On Wed, Mar 16, 2016 at 6:26 PM, Alexander Cherepanov <ch3root@openwall.com> wrote:
On 2016-03-17 01:50, Petr Hosek wrote:
On Wed, Mar 16, 2016 at 9:32 AM Alexander Cherepanov <ch3root@openwall.com>
wrote:

Yeah, this is a crucial question IMHO. There was a similar discussion
about LLVM licensing recently:

http://lists.llvm.org/pipermail/llvm-dev/2015-October/thread.html#91536

  From this thread I gathered that:
1) Google is quite serious about CLAs;
2) Google has ideas about copyright/licensing/etc which contradict
beliefs held widely in the community;
3) Google is not inclined to explain the situation to the community,
judging by

http://lists.llvm.org/pipermail/llvm-dev/2015-October/091752.html

Given its past legal troubles, Google has enough stimuli to study the
topic very carefully and it could be right. But could be wrong as well.
Anyway, I don't think that just saying that CLAs are required is going
to change the opinion of the community.

To clarify the CLA bit, we're not asking musl authors to sign the Google
CLA. Instead, what we proposed was coming up with a CLA specifically for
musl.

I didn't mean to imply Google CLA. Sorry if it sounded that way.

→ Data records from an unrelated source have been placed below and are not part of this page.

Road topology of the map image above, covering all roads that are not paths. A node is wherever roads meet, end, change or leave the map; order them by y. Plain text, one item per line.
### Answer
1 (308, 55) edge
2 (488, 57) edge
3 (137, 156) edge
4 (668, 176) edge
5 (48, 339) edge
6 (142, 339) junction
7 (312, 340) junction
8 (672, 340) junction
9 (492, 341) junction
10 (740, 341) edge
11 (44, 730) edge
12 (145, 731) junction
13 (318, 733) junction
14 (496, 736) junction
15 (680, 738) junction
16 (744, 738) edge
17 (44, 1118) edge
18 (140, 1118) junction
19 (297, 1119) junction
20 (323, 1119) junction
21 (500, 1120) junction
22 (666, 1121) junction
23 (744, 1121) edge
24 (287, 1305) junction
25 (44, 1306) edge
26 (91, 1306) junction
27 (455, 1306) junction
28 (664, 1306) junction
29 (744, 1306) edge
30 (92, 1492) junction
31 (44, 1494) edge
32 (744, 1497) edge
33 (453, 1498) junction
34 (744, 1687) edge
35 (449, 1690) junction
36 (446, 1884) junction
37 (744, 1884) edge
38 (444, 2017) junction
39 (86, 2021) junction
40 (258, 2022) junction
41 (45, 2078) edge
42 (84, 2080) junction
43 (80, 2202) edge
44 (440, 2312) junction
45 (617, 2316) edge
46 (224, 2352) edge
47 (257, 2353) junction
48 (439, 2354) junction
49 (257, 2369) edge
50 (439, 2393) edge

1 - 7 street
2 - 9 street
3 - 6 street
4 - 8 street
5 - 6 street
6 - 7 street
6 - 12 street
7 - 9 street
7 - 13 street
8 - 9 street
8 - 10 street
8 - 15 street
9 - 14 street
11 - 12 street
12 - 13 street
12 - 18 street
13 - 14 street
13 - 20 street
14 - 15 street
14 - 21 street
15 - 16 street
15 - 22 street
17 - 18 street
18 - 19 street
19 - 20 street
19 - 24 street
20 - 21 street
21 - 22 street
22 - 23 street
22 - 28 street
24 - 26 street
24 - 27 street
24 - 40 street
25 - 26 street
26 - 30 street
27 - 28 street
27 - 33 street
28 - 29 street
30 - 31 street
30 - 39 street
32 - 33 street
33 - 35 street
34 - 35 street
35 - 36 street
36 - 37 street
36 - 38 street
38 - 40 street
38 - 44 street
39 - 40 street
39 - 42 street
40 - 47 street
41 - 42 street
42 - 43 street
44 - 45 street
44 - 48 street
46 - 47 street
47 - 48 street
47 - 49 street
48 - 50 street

Since someone, in this case most likely Rich as the project
maintainer, has to re-license the files which are currently in public
domain, one way is to have the past contributors sign a "musl project" CLA
as a way to keep a track of the legal permission to use and distribute
these files. However, this is a decision of the musl community and how you
do the re-licensing is up to you, as long as you have the permission to
re-license the files in question.

Thanks for the clarification. Do I understand correctly that you would prefer if musl project used musl CLA but this is not a hard requirement for you?

Requiring a CLA is, I believe, the clearest way of preserving the musl project's ability to license and relicense the contributions however they see fit.  IANAL, but I don't think it's the only option here.

I think that if code was contributed to the musl project under one license, the musl project needs to get permission from the original contributor before they release it under a different license, unless the original license already grants that permission.  In the case where code was contributed as public domain, and it is successfully argued that public domain isn't valid, that code is essentially unlicensed (thus no permission was given at contribution time to relicense it).